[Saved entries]

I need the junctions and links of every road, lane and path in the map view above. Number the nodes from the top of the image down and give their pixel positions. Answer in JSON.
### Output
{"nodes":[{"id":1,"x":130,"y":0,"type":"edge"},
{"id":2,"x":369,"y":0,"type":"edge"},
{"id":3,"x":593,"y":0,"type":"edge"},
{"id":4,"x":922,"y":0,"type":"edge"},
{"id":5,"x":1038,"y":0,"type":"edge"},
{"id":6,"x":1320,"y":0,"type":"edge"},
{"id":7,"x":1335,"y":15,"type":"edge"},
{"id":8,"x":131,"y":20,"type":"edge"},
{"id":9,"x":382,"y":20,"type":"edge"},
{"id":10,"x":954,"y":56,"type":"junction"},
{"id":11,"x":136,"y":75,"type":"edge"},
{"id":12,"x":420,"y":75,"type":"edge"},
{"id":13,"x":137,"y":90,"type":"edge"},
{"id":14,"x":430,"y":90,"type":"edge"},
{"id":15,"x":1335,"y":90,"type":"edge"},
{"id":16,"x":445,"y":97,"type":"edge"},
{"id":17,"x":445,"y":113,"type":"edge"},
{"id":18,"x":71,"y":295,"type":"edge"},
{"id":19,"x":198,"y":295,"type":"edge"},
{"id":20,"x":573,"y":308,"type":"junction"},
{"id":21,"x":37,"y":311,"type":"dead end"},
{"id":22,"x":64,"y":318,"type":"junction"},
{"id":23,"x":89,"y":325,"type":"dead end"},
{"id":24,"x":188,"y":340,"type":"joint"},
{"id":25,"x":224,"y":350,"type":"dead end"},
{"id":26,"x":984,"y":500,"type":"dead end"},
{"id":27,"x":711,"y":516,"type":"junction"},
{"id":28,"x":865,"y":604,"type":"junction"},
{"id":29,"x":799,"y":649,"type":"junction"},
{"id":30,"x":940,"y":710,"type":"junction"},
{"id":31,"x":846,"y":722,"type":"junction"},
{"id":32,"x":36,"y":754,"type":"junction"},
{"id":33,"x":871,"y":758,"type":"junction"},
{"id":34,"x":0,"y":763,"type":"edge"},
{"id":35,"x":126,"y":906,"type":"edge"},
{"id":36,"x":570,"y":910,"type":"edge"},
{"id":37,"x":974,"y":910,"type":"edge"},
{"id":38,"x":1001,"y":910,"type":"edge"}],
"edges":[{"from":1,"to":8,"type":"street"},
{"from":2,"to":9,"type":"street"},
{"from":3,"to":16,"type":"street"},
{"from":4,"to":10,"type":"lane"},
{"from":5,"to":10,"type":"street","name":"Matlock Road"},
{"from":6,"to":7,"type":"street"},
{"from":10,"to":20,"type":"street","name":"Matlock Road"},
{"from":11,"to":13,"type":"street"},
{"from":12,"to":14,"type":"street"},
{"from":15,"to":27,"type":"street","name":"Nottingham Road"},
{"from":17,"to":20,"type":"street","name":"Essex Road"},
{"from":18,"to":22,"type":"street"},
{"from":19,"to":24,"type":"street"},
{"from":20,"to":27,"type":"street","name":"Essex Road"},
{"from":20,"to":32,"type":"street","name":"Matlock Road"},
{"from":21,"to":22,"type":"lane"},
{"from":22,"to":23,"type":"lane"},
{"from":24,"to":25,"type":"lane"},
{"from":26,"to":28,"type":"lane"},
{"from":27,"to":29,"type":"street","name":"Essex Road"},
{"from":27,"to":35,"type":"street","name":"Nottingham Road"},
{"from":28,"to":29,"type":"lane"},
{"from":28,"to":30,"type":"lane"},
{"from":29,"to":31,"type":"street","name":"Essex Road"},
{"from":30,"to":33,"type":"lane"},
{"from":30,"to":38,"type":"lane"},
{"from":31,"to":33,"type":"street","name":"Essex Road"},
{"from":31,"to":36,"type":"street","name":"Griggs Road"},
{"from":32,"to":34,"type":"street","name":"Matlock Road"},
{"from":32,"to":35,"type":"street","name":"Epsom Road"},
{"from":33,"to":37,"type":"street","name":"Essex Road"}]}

» PROBLEM STATEMENT
Return, from the data, each line that has the word "nodes" in it.

» THE ANSWER
I need the junctions and links of every road, lane and path in the map view above. Number the nodes from the top of the image down and give their pixel positions. Answer in JSON.
{"nodes":[{"id":1,"x":130,"y":0,"type":"edge"},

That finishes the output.